Carl自身は1892年に44歳の若さで亡くなりますが、妻のEmmaとまだ未成年であったPaul Adolf Bambergが事業を引き継ぎます。
第一次世界大戦中、同社は帝国海軍のサプライヤーとして潜水艦のコンパス、距離計、照準装置、さらには映画用のフィルムカメラまで提供しています。
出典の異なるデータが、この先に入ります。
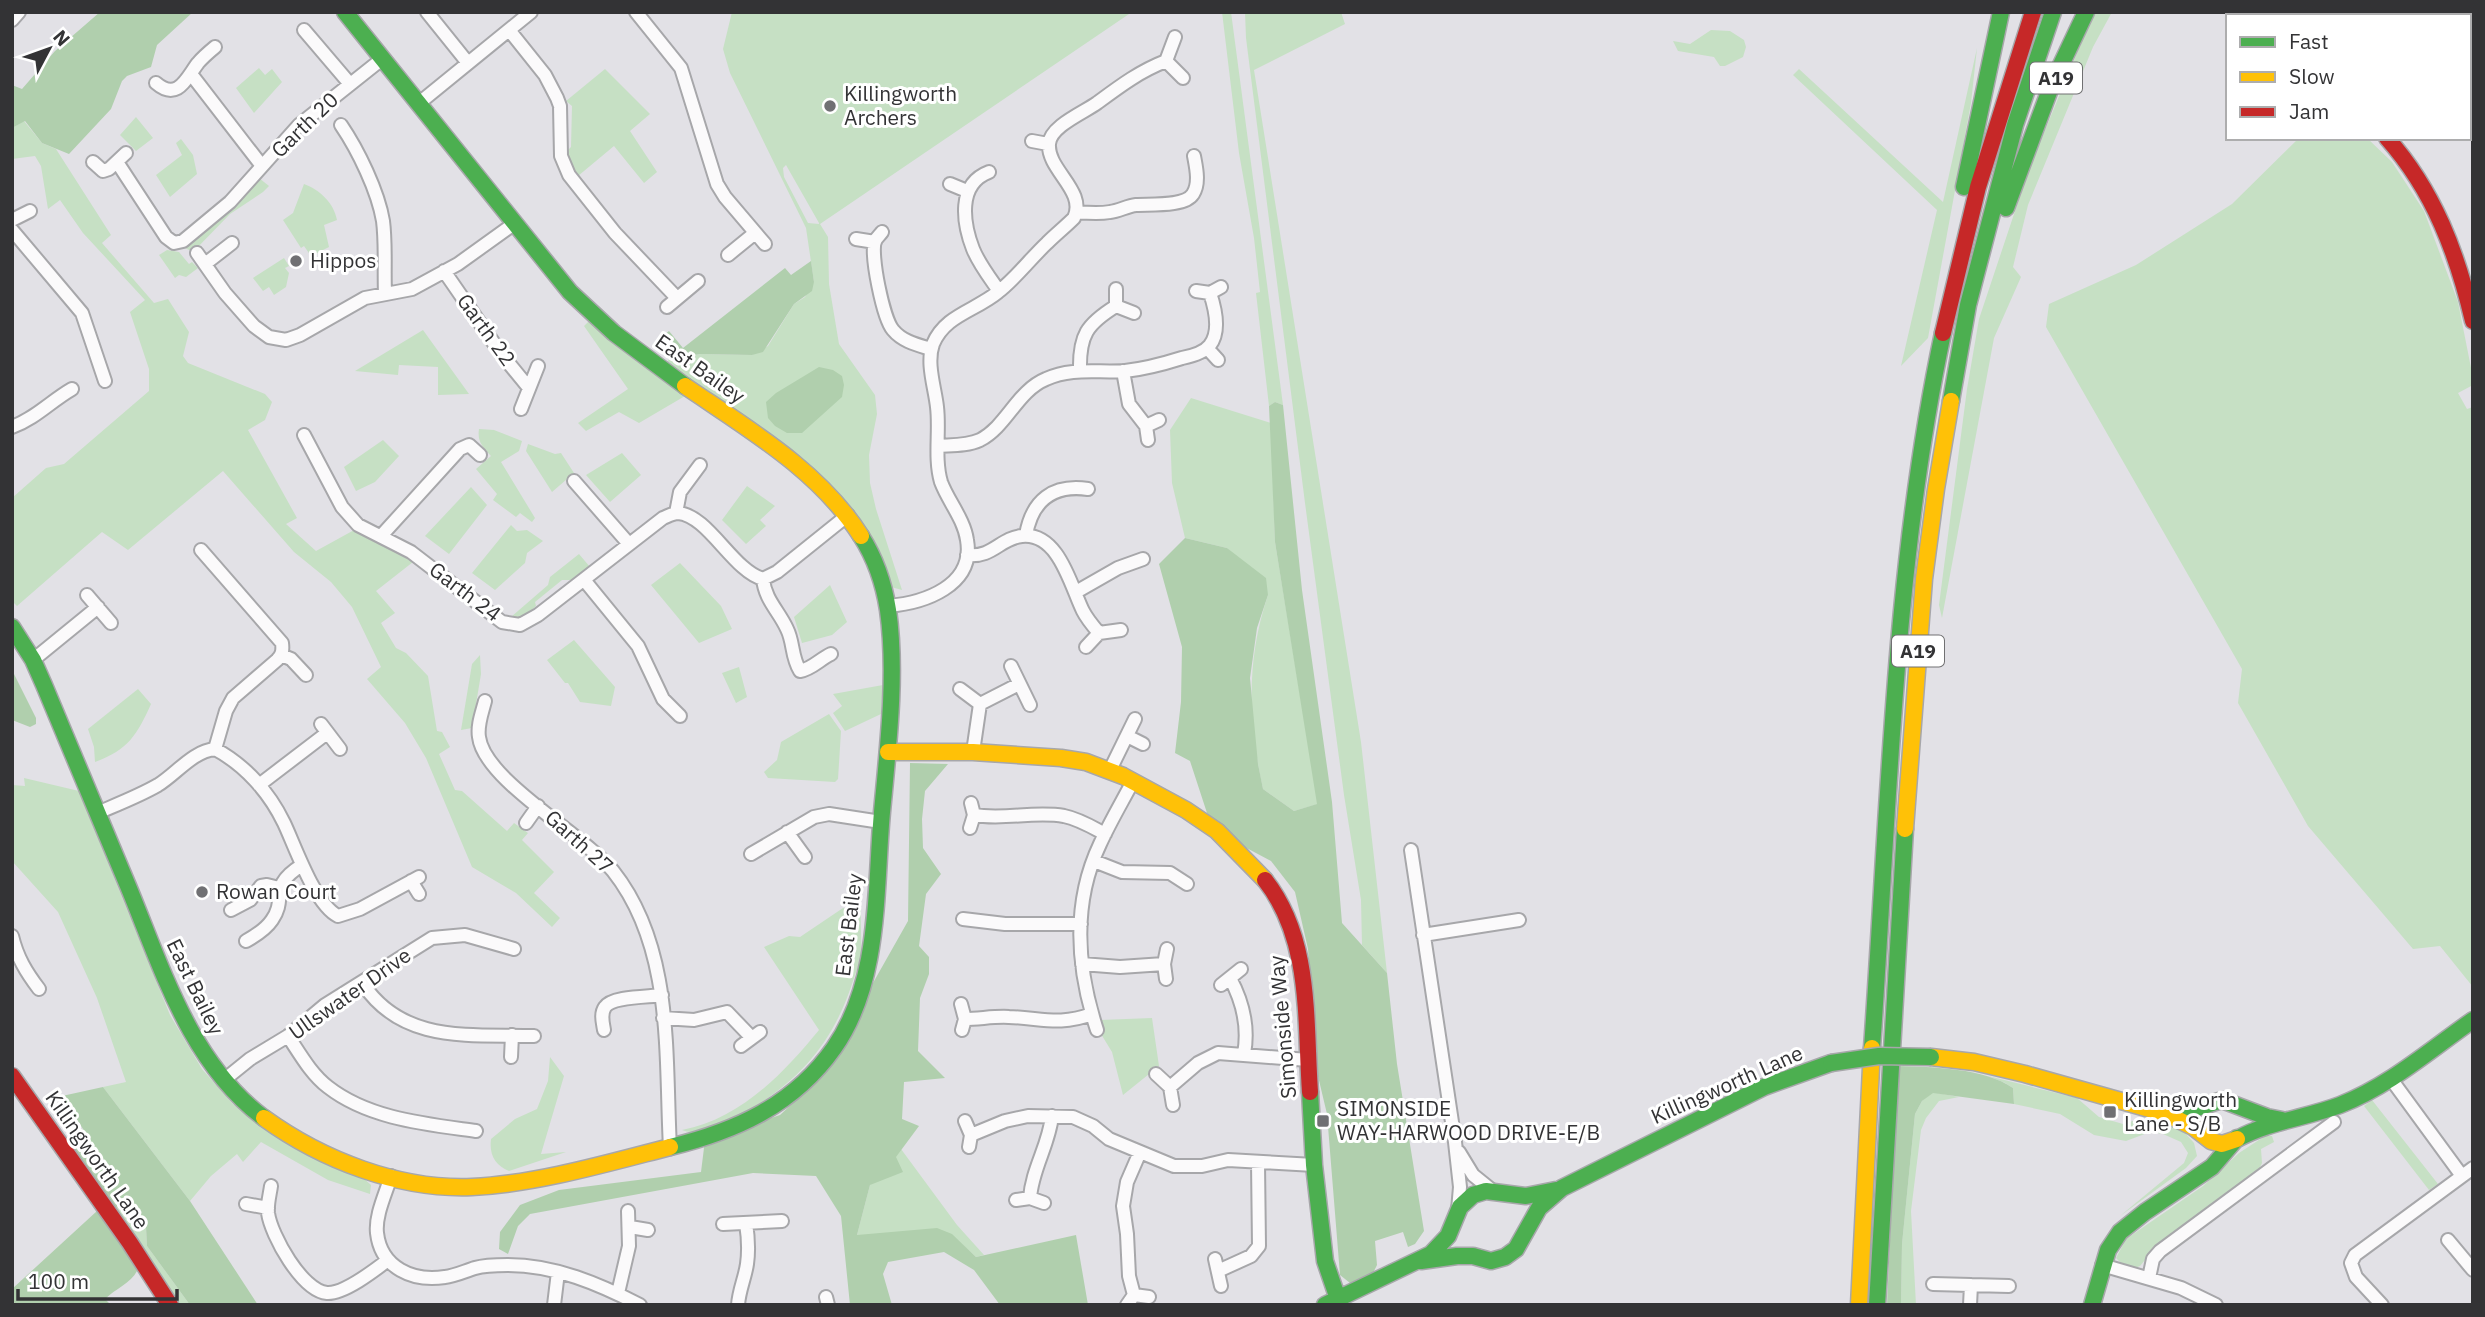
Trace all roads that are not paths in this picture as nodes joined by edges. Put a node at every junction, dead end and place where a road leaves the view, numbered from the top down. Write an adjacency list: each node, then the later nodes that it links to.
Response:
1 (19, 12): 10 (street)
2 (345, 12): 15 (main road, East Bailey)
3 (427, 12): 17 (street)
4 (531, 12): 12 (street)
5 (636, 12): 40 (street)
6 (2001, 12): 52 (main road, A19)
7 (2033, 12): 52 (main road, A19)
8 (2053, 12): 53 (main road, A19)
9 (2087, 12): 53 (main road, A19)
10 (12, 20)
11 (304, 30): 21 (street, Garth 20)
12 (509, 30): 17 (street); 51 (street)
13 (1175, 37): 16 (street)
14 (215, 47): 18 (street)
15 (382, 59): 21 (street, Garth 20); 22 (main road, East Bailey)
16 (1167, 61): 19 (street); 26 (street)
17 (468, 63): 22 (street)
18 (191, 74): 20 (street); 29 (street, Garth 20)
19 (1183, 78)
20 (156, 83)
21 (350, 84): 29 (street, Garth 20)
22 (418, 104): 38 (main road, East Bailey)
23 (341, 125): 50 (street)
24 (2388, 140): 57 (main road)
25 (1032, 141): 26 (street)
26 (1048, 144): 36 (street)
27 (1194, 156): 33 (street)
28 (93, 162): 29 (street, Garth 20)
29 (262, 166)
30 (989, 172): 32 (street)
31 (950, 184): 32 (street)
32 (967, 191): 49 (street)
33 (1192, 196): 34 (street); 36 (street)
34 (1205, 205)
35 (30, 211): 37 (street)
36 (1077, 212): 49 (street)
37 (12, 220)
38 (514, 223): 45 (street, Garth 22); 79 (main road, East Bailey)
39 (12, 230): 64 (street)
40 (755, 233): 43 (street); 44 (street)
41 (856, 239): 59 (street)
42 (232, 243): 50 (street, Garth 22)
43 (765, 244)
44 (728, 255)
45 (444, 271): 50 (street, Garth 22); 66 (street, Garth 22)
46 (698, 281): 51 (street)
47 (1115, 289): 54 (street)
48 (1196, 290): 58 (street)
49 (999, 291): 59 (street)
50 (385, 293)
51 (677, 298): 55 (street)
52 (1948, 299): 234 (main road, A19)
53 (1968, 305): 235 (main road, A19)
54 (1116, 306): 56 (street); 62 (street)
55 (667, 307)
56 (1134, 313)
57 (2473, 321)
58 (1207, 348): 60 (street); 63 (street)
59 (931, 349): 73 (street)
60 (1218, 360)
61 (538, 366): 66 (street, Garth 22)
62 (1080, 370): 63 (street); 73 (street)
63 (1123, 371): 69 (street)
64 (105, 382)
65 (72, 388): 70 (street)
66 (529, 388): 67 (street, Garth 22)
67 (521, 409)
68 (1158, 420): 69 (street)
69 (1146, 426): 72 (street)
70 (12, 427)
71 (303, 435): 81 (street, Garth 24)
72 (1148, 440)
73 (938, 446): 84 (street)
74 (480, 455): 81 (street)
75 (700, 465): 78 (street)
76 (574, 481): 82 (street)
77 (1088, 489): 80 (street)
78 (676, 513): 82 (street, Garth 24); 86 (street)
79 (848, 515): 86 (street); 90 (main road, East Bailey)
80 (1027, 535): 84 (street); 88 (street)
81 (381, 536): 87 (street, Garth 24)
82 (629, 544): 87 (street, Garth 24)
83 (201, 550): 98 (street)
84 (967, 555): 90 (street)
85 (1143, 559): 88 (street)
86 (764, 579): 97 (street)
87 (585, 581): 107 (street)
88 (1076, 592): 95 (street)
89 (87, 595): 91 (street)
90 (888, 606): 113 (main road, East Bailey)
91 (98, 607): 92 (street); 99 (street)
92 (111, 623)
93 (12, 627): 99 (main road, East Bailey)
94 (1121, 630): 95 (street)
95 (1099, 633): 96 (street)
96 (1086, 647)
97 (831, 654)
98 (281, 655): 101 (street); 111 (street)
99 (33, 660): 119 (main road, East Bailey)
100 (1011, 666): 102 (street)
101 (306, 675)
102 (1020, 684): 105 (street); 106 (street)
103 (960, 689): 105 (street)
104 (485, 701): 118 (street, Garth 27)
105 (979, 704): 114 (street)
106 (1030, 705)
107 (680, 716)
108 (1135, 719): 109 (street)
109 (1127, 736): 110 (street); 115 (street)
110 (1143, 744)
111 (215, 749): 117 (street); 119 (street)
112 (340, 749): 117 (street)
113 (888, 752): 114 (main road, Simonside Way); 120 (main road, East Bailey)
114 (973, 752): 115 (main road, Simonside Way)
115 (1110, 770): 116 (main road, Simonside Way)
116 (1133, 781): 124 (street); 168 (main road, Simonside Way)
117 (259, 785): 130 (street)
118 (538, 806): 121 (street, Garth 27); 155 (street, Garth 27)
119 (97, 813): 172 (main road, East Bailey)
120 (881, 822): 123 (street); 189 (main road, East Bailey)
121 (526, 823)
122 (970, 828): 124 (street)
123 (787, 832): 126 (street); 127 (street)
124 (1105, 834): 129 (street)
125 (1411, 850): 142 (street)
126 (751, 854)
127 (805, 857)
128 (1175, 859): 131 (street)
129 (1094, 861): 131 (street); 140 (street)
130 (302, 865): 133 (street); 134 (street)
131 (1170, 873): 132 (street)
132 (1187, 884)
133 (279, 888): 136 (street); 145 (street)
134 (419, 894)
135 (984, 906): 139 (street)
136 (231, 910)
137 (963, 919): 139 (street)
138 (1519, 920): 142 (street)
139 (981, 921): 140 (street)
140 (1081, 924): 149 (street)
141 (489, 925): 144 (street)
142 (1423, 935): 187 (street)
143 (12, 936): 148 (street)
144 (485, 938): 147 (street, Ullswater Drive); 153 (street, Ullswater Drive)
145 (246, 941)
146 (1167, 948): 150 (street)
147 (514, 949)
148 (15, 956): 154 (street)
149 (1082, 964): 150 (street); 157 (street)
150 (1164, 964): 152 (street)
151 (1241, 969): 166 (street)
152 (1166, 979)
153 (363, 984): 162 (street); 164 (street, Ullswater Drive)
154 (39, 989)
155 (662, 995): 158 (street, Garth 27); 160 (street)
156 (961, 1003): 157 (street)
157 (1092, 1014): 161 (street)
158 (663, 1018): 165 (street); 189 (street, Garth 27)
159 (2473, 1020): 171 (main road)
160 (604, 1030)
161 (1097, 1030)
162 (512, 1035): 163 (street); 167 (street)
163 (534, 1036)
164 (288, 1037): 172 (street, Ullswater Drive); 183 (street)
165 (751, 1038)
166 (1244, 1054): 168 (street); 173 (street)
167 (511, 1057)
168 (1308, 1060): 193 (main road, Simonside Way)
169 (1156, 1074): 173 (street)
170 (12, 1076): 230 (main road, Killingworth Lane)
171 (2391, 1079): 180 (main road); 194 (street)
172 (224, 1080): 196 (main road, East Bailey)
173 (1170, 1087): 176 (street)
174 (2234, 1103): 175 (main road); 180 (main road); 186 (main road)
175 (2210, 1104): 178 (main road); 185 (main road)
176 (1173, 1105)
177 (452, 1112): 183 (street)
178 (2164, 1113): 185 (main road); 198 (main road, Killingworth Lane, bridge)
179 (1052, 1116): 181 (street); 190 (street); 200 (street)
180 (2282, 1120): 186 (main road)
181 (965, 1121)
182 (2334, 1122): 191 (street)
183 (449, 1127): 184 (street)
184 (476, 1131)
185 (2206, 1136): 186 (main road); 195 (main road)
186 (2238, 1137): 195 (main road)
187 (1455, 1142): 199 (street); 206 (street)
188 (2271, 1147): 191 (street)
189 (670, 1148): 196 (main road, East Bailey)
190 (1140, 1152): 192 (street); 228 (street)
191 (2280, 1160): 220 (street)
192 (1258, 1163): 193 (street); 223 (street)
193 (1314, 1165): 229 (main road, Simonside Way)
194 (2467, 1172): 239 (street)
195 (2201, 1175): 217 (main road)
196 (391, 1176): 215 (street)
197 (271, 1186): 204 (street)
198 (1562, 1188): 199 (main road); 212 (main road)
199 (1498, 1193): 206 (main road); 212 (main road)
200 (1030, 1198): 201 (street); 202 (street)
201 (1016, 1200)
202 (1044, 1203)
203 (246, 1204): 204 (street)
204 (268, 1208): 227 (street)
205 (628, 1211): 210 (street)
206 (1457, 1216): 214 (main road); 216 (main road)
207 (782, 1221): 208 (street)
208 (746, 1223): 209 (street); 233 (street)
209 (723, 1224)
210 (630, 1227): 211 (street); 225 (street)
211 (648, 1230)
212 (1523, 1233): 214 (main road)
213 (2448, 1240): 218 (street)
214 (1473, 1256): 216 (main road)
215 (388, 1260): 219 (street); 227 (street)
216 (1421, 1261): 229 (main road)
217 (2102, 1265): 220 (street); 237 (main road)
218 (2473, 1270)
219 (558, 1272): 225 (street); 231 (street)
220 (2149, 1278): 238 (street)
221 (1933, 1284): 222 (street)
222 (1971, 1285): 224 (street); 236 (street)
223 (1222, 1286)
224 (2009, 1286)
225 (618, 1293): 232 (street)
226 (1149, 1297): 228 (street)
227 (332, 1299)
228 (1130, 1300)
229 (1332, 1302)
230 (170, 1305)
231 (554, 1305)
232 (640, 1305)
233 (738, 1305)
234 (1859, 1305)
235 (1877, 1305)
236 (1970, 1305)
237 (2092, 1305)
238 (2216, 1305)
239 (2382, 1305)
1921年にデッサウのガス会社Central Workshop for Gas Appliances GmbHと合併し、ブランデンブルクとザクセン地方の貴族の名前をとって、Askania
WerkeAktiengesellschaftとなりました。
1920年代以降、映画用のカメラ、映写機、ステレオスコープカメラなどの分野で業務を拡大し、1935年には世界初のポータブルショルダーカメラも開発し、1936年のベルリンオリンピックでは競技記録に使用されるとともに、第二次大戦中は戦意高揚のためのニュース映像の記録にも使用されています。
第二次大戦の敗戦と、その後の映画用カメラの競争激化により、一世を風靡したAskaniaの名前は、いつの間にか人々の記憶からは薄れていきます。
1970年代半ば、業績不振からSiemens社に吸収され、現在は旧Carl Zeiss Jena製の顕微鏡のメンテナンスなどを主な業務とするラーテノーのMikroskop
Technik Rathenow GmbHにその商標が引き継がれています。
さらに2006年、Leonhard R. MullerはAskaniaブランドをCarl Bambergの父親からの血脈である時計分野で復活させ、現在も精密な腕時計などを作り続けています。
この28mmレンズはおそらく映画用カメラから取り外されたものと思われますが、他に同様の短焦点レンズを見たことがなく、詳細は不明です。